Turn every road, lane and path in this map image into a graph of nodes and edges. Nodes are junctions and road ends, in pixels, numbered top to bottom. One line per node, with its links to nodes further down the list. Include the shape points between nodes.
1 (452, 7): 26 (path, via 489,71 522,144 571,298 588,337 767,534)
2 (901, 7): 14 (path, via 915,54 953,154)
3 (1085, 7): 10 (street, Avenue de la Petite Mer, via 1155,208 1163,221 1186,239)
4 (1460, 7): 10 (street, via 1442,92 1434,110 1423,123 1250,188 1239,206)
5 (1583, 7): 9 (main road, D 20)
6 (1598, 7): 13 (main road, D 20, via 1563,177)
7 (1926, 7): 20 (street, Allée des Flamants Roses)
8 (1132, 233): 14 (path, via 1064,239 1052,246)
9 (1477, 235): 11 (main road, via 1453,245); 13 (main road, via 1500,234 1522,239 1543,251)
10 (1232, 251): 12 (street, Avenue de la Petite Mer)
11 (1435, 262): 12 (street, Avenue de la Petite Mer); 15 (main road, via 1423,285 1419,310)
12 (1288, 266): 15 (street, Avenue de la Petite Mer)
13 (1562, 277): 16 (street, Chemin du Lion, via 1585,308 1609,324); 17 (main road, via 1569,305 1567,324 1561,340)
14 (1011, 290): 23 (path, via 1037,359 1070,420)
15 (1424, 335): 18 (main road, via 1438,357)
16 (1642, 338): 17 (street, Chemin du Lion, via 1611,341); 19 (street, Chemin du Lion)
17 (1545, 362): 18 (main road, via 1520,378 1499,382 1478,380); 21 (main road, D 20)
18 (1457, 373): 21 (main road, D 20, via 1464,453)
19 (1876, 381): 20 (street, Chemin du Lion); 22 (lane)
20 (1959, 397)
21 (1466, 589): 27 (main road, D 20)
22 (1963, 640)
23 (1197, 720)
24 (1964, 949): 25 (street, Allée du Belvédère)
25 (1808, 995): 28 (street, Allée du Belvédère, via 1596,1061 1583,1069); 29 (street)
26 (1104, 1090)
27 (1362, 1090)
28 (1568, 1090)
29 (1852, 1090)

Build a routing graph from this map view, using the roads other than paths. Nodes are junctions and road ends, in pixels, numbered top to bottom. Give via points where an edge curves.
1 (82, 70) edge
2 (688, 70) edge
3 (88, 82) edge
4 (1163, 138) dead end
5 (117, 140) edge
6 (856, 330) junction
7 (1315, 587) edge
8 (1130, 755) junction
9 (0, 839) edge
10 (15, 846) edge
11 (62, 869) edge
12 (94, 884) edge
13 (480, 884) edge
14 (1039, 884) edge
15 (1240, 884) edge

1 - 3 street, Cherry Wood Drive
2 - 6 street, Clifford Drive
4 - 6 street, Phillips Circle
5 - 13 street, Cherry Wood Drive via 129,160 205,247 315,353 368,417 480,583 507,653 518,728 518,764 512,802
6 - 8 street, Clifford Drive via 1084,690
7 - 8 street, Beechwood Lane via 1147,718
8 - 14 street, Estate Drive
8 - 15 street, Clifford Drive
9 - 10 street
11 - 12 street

**The problem**.
For this exercise, please copy exactly the lines from the one holding "Build a routing" through the end of the records, the first and last included.

**Response area**.
Build a routing graph from this map view, using the roads other than paths. Nodes are junctions and road ends, in pixels, numbered top to bottom. Give via points where an edge curves.
1 (82, 70) edge
2 (688, 70) edge
3 (88, 82) edge
4 (1163, 138) dead end
5 (117, 140) edge
6 (856, 330) junction
7 (1315, 587) edge
8 (1130, 755) junction
9 (0, 839) edge
10 (15, 846) edge
11 (62, 869) edge
12 (94, 884) edge
13 (480, 884) edge
14 (1039, 884) edge
15 (1240, 884) edge

1 - 3 street, Cherry Wood Drive
2 - 6 street, Clifford Drive
4 - 6 street, Phillips Circle
5 - 13 street, Cherry Wood Drive via 129,160 205,247 315,353 368,417 480,583 507,653 518,728 518,764 512,802
6 - 8 street, Clifford Drive via 1084,690
7 - 8 street, Beechwood Lane via 1147,718
8 - 14 street, Estate Drive
8 - 15 street, Clifford Drive
9 - 10 street
11 - 12 street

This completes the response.